Renner & Kersting 01 - Mordsliebe
Vielleicht spricht jemand auffällig oft Kinder an, vielleicht hat der Junge beobachtet, wie dort mit Drogen gehandelt wird, oder die Stadtstreicher sind in trübe Machenschaften verwickelt. Von denen ist doch neulich auch einer ermordet worden … Möglichkeiten gibt es genug.”
„Dir ist wohl dein schwarzer Gurt nicht bekommen? Willst du dich etwa mit einem Killer anlegen?”
„Kommt nicht in Frage!”
„Eine Schnapsidee!”
„Kinder, Kinder, habt ihr etwa alles vergessen, was wir im Aikido gelernt haben?” Theatralisch stöhnend verdrehte Ilse die Augen. „Tenkan heißt die Devise, ausweichen und dann unerwartet von hinten herum. Deshalb müssen wir uns unauffällig in das Bild des Parks einpassen, zum Beispiel als Jogger oder Hundebesitzer. Wir werden beobachten, versuchen Strukturen zu erkennen, unsere Schlüsse ziehen und dann, im richtigen Moment zuschlagen. Der Täter wird erst merken, was los ist, wenn er am Boden liegt. Genau wie im Aikido, versteht ihr?” Sie genoss das verblüffte Schweigen der Zuhörer.
„Trotzdem, ich sage nein! Es ist zu gefährlich!”
Alle redeten durcheinander, bis der sonst so zurückhaltende Ingo sich mit leiser Stimme Gehör verschaffte.
„Gebraucht euren Verstand. Was ist bisher geschehen? Ein Unbekannter hat zwei Kinder getötet, wohlgemerkt Kinder. Entweder ist er pervers und nur Kinder können ihm den Kick geben, den er braucht, oder sie wussten etwas, was ihm gefährlich werden konnte. In beiden Fällen ist die Gefahr für uns gering.”
„Denkst du etwa auch, dass wir uns dort aufhalten sollen?”
„Zumindest ist es für uns weit weniger gefährlich als für Kinder.”
„Was können wir denn schon tun?” Langsam, fast unmerklich schlug die Stimmung um. Ilse registrierte es zufrieden.
„Genau das, was wir auch sonst tun würden, nur eben im Park und mit geschärften Sinnen. Vielleicht finden wir heraus, wer sich regelmäßig dort aufhält, wer Kinder anspricht oder sich mit ihnen abgibt. Wir beschränken uns zunächst auf eine reine Beobachterrolle. Das ist vollkommen harmlos!”

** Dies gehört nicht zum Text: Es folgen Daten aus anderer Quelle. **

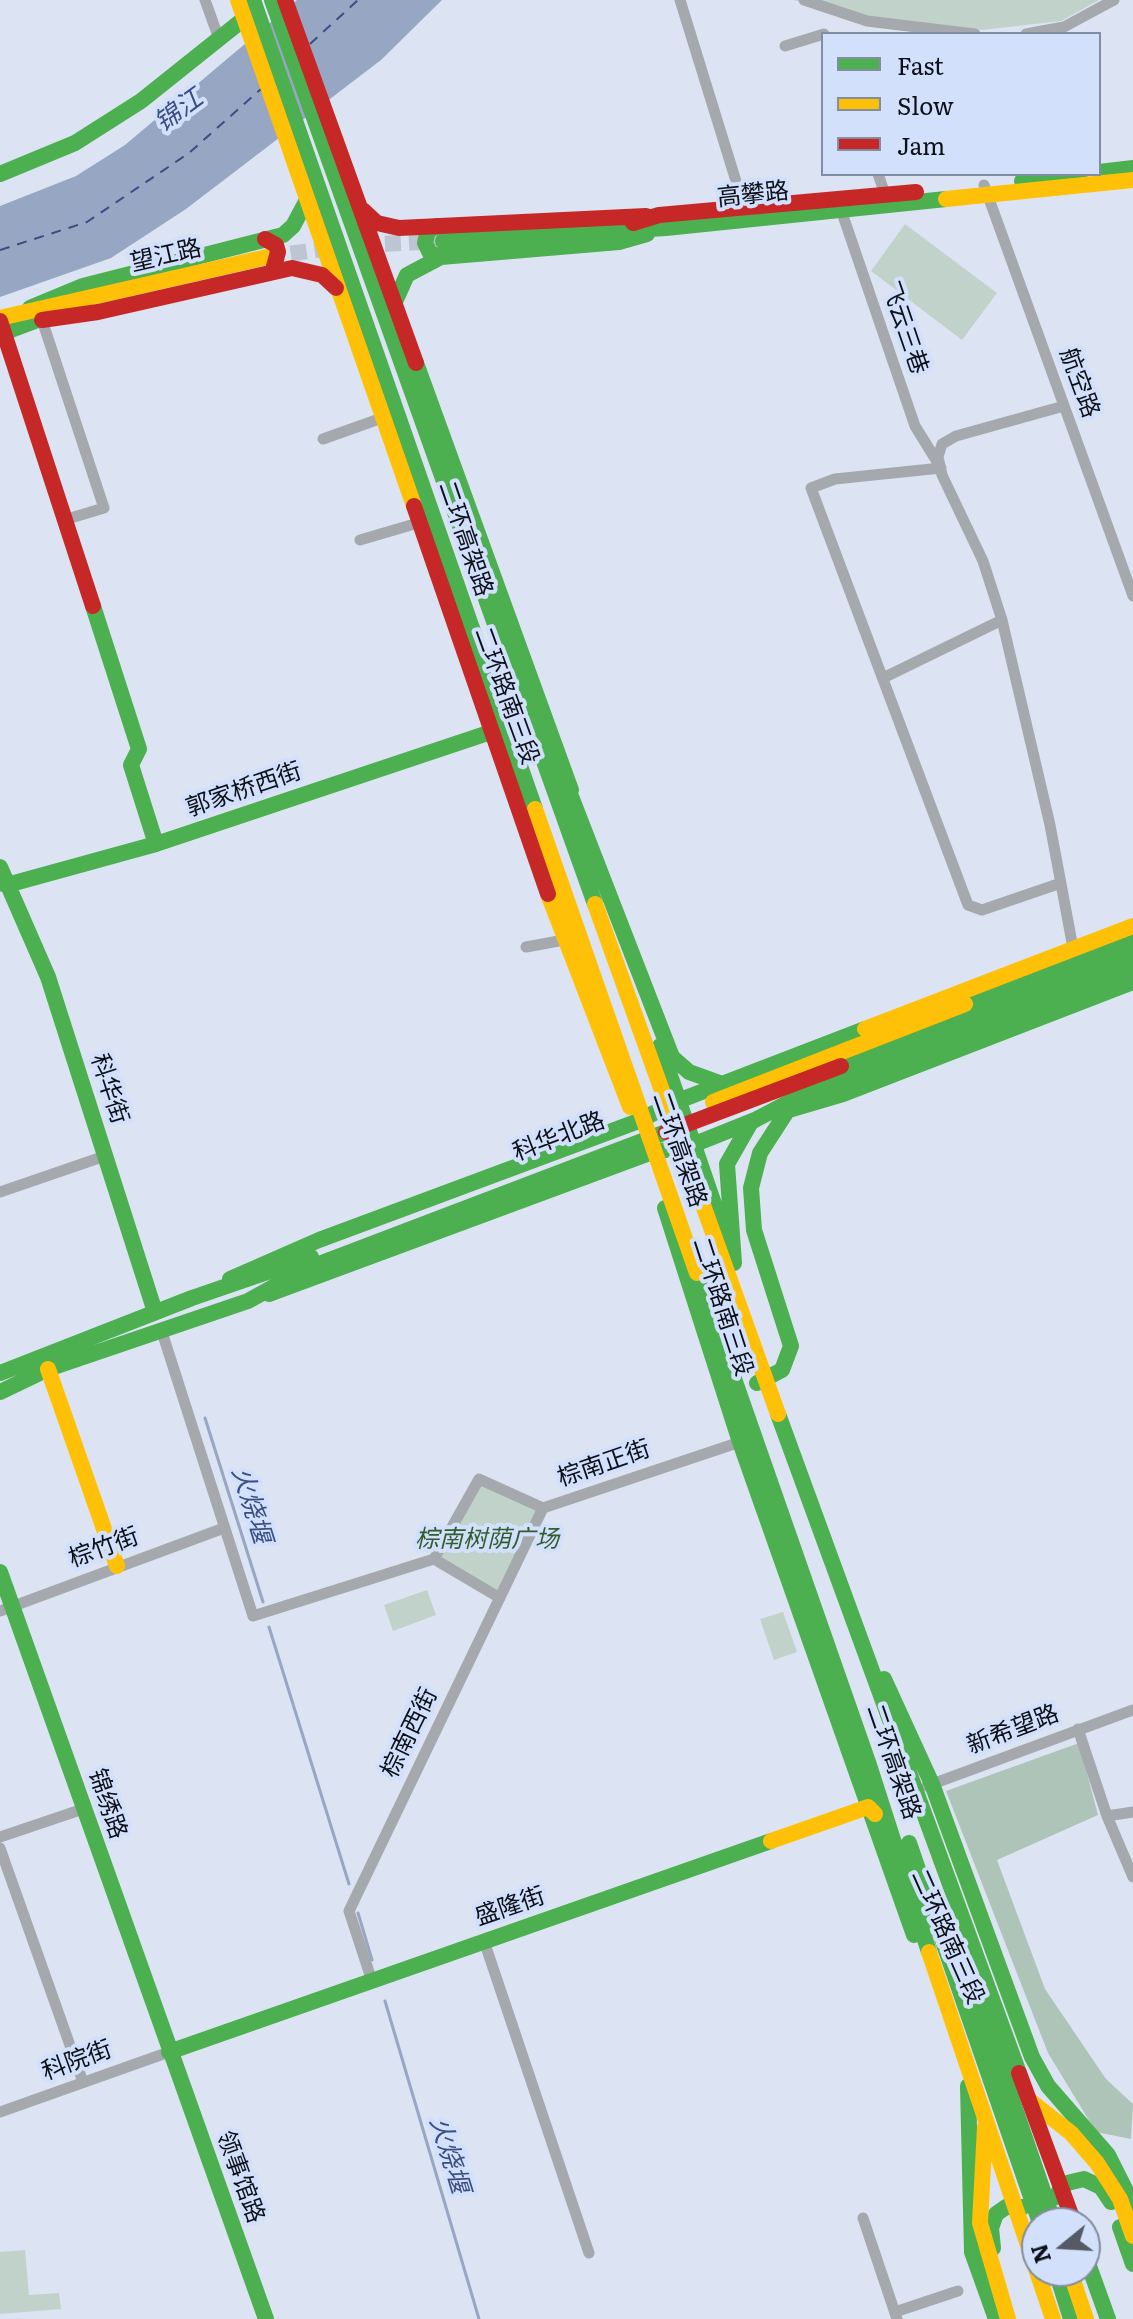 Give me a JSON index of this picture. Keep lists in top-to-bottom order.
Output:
{
  "streets": {
    "main road": [
      "高攀路",
      "望江路",
      "二环高架路",
      "二环路南三段",
      "郭家桥西街",
      "科华街",
      "科华北路",
      "锦绣路",
      "盛隆街",
      "领事馆路"
    ],
    "street": [
      "飞云三巷",
      "航空路",
      "棕南正街",
      "棕竹街",
      "新希望路",
      "棕南西街",
      "科院街"
    ]
  },
  "crossings": [
    ["高攀路", "飞云三巷"],
    ["高攀路", "航空路"],
    ["二环高架路", "二环路南三段"],
    ["二环路南三段", "郭家桥西街"],
    ["二环路南三段", "棕南正街"],
    ["二环路南三段", "新希望路"],
    ["二环路南三段", "盛隆街"],
    ["郭家桥西街", "科华街"],
    ["科华街", "科华北路"],
    ["棕南正街", "棕南西街"],
    ["棕竹街", "锦绣路"],
    ["棕南西街", "盛隆街"],
    ["锦绣路", "盛隆街"],
    ["锦绣路", "科院街"],
    ["锦绣路", "领事馆路"],
    ["盛隆街", "科院街"],
    ["盛隆街", "领事馆路"],
    ["科院街", "领事馆路"]
  ],
  "water": ["锦江", "火烧堰"],
  "parks": ["棕南树荫广场"],
  "legend": ["Fast", "Slow", "Jam"],
  "north": "left"
} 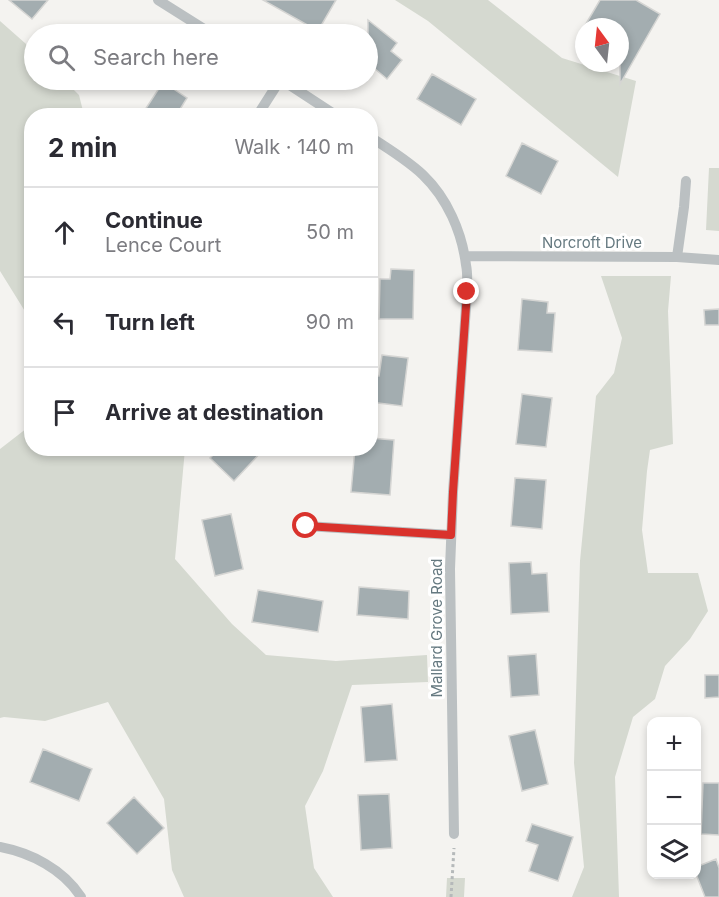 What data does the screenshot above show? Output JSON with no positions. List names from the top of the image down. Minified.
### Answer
{"streets":{"street":["Norcroft Drive","Mallard Grove Road"]},"crossings":[["Norcroft Drive","Mallard Grove Road"]],"north":"top","page":{"search":"Search here","heading":["2 min","Walk · 140 m"],"list":[["Continue","Lence Court","50 m"],["Turn left","90 m"],"Arrive at destination"],"map_buttons":["+","−"]}} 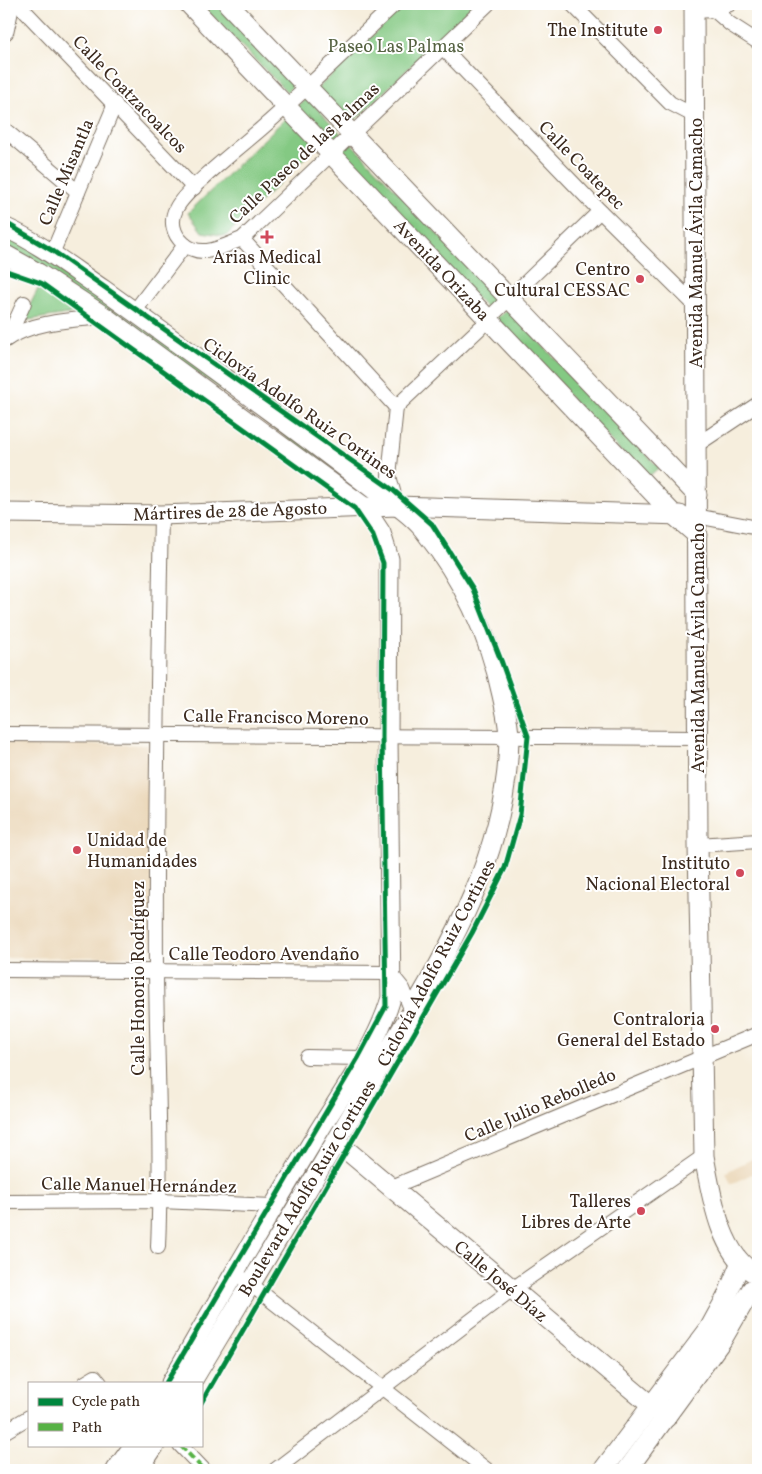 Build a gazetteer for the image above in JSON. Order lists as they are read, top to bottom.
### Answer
{
  "streets": {
    "main road": [
      "Avenida Manuel Ávila Camacho",
      "Avenida Orizaba",
      "Mártires de 28 de Agosto",
      "Boulevard Adolfo Ruiz Cortines",
      "Calle José Díaz"
    ],
    "street": [
      "Calle Coatzacoalcos",
      "Calle Paseo de las Palmas",
      "Calle Coatepec",
      "Calle Misantla",
      "Calle Francisco Moreno",
      "Calle Teodoro Avendaño",
      "Calle Honorio Rodríguez",
      "Calle Julio Rebolledo",
      "Calle Manuel Hernández"
    ],
    "cycle path": ["Ciclovía Adolfo Ruiz Cortines"]
  },
  "crossings": [
    ["Calle Coatzacoalcos", "Calle Misantla"],
    ["Calle Paseo de las Palmas", "Calle Coatepec"],
    ["Calle Paseo de las Palmas", "Avenida Orizaba"],
    ["Calle Coatepec", "Avenida Manuel Ávila Camacho"],
    ["Calle Misantla", "Boulevard Adolfo Ruiz Cortines"],
    ["Avenida Manuel Ávila Camacho", "Avenida Orizaba"],
    ["Avenida Manuel Ávila Camacho", "Mártires de 28 de Agosto"],
    ["Avenida Manuel Ávila Camacho", "Calle Francisco Moreno"],
    ["Avenida Manuel Ávila Camacho", "Calle Julio Rebolledo"],
    ["Avenida Orizaba", "Mártires de 28 de Agosto"],
    ["Mártires de 28 de Agosto", "Calle Honorio Rodríguez"],
    ["Mártires de 28 de Agosto", "Boulevard Adolfo Ruiz Cortines"],
    ["Calle Francisco Moreno", "Calle Honorio Rodríguez"],
    ["Calle Francisco Moreno", "Boulevard Adolfo Ruiz Cortines"],
    ["Calle Teodoro Avendaño", "Calle Honorio Rodríguez"],
    ["Calle Teodoro Avendaño", "Boulevard Adolfo Ruiz Cortines"],
    ["Calle Honorio Rodríguez", "Calle Manuel Hernández"],
    ["Calle Julio Rebolledo", "Calle José Díaz"],
    ["Calle Manuel Hernández", "Boulevard Adolfo Ruiz Cortines"],
    ["Boulevard Adolfo Ruiz Cortines", "Calle José Díaz"]
  ],
  "parks": ["Paseo Las Palmas"],
  "places": {
    "other": [
      "The Institute",
      "Centro Cultural CESSAC",
      "Unidad de Humanidades",
      "Instituto Nacional Electoral",
      "Contraloria General del Estado",
      "Talleres Libres de Arte"
    ],
    "health": ["Arias Medical Clinic"]
  },
  "legend": ["Cycle path", "Path"]
}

Helga unterdrückte mit Mühe ein Kichern. Ob die anderen sich ebenso leicht beeinflussen ließen wie sie? Ilse und Ali waren, trotz aller äußeren Unterschiede, im Wesen doch sehr ähnlich. Sie würden sicher gut miteinander auskommen. Beide könnten den Besitzer einer Kuckucksuhr zum Kauf von Vogelfutter überreden.
„Bist du wirklich überzeugt, dass etwas dabei herauskommt?” fragte Steffi zaghaft.
„Woher soll ich das wissen? Aber ich hätte das Gefühl, meinen Beitrag zu leisten, nicht abseits zu stehen und alles den anderen zu überlassen.”
„Romantische Abenteuerlust, das ist es, nichts anderes. Da nutzen auch die schönen Worte nichts.” Hans, der Hobbypsychologe, brachte seine Erkenntnisse bei passenden und unpassenden Gelegenheiten an.
„Und wenn schon? Was soll’s!” Ilse zuckte die Schultern. „Es ist jedenfalls ein sinnvolles Abenteuer. Also los, Leute, macht mit!”
Steffi und Wolfgang, die beiden Hundebesitzer, meldeten sich als Erste. „Okay, ich werde dort mit dem Hund spazieren gehen.” Steffi besaß einen wunderschönen Golden Retriever, Wolfgang einen Schäferhund. „Ich mache auch mit. Ob ich meinen Charlie im Stadtgarten oder im Westpark ausführe, ist egal.” Beide konnten sich mit ihren Begleitern sicher fühlen.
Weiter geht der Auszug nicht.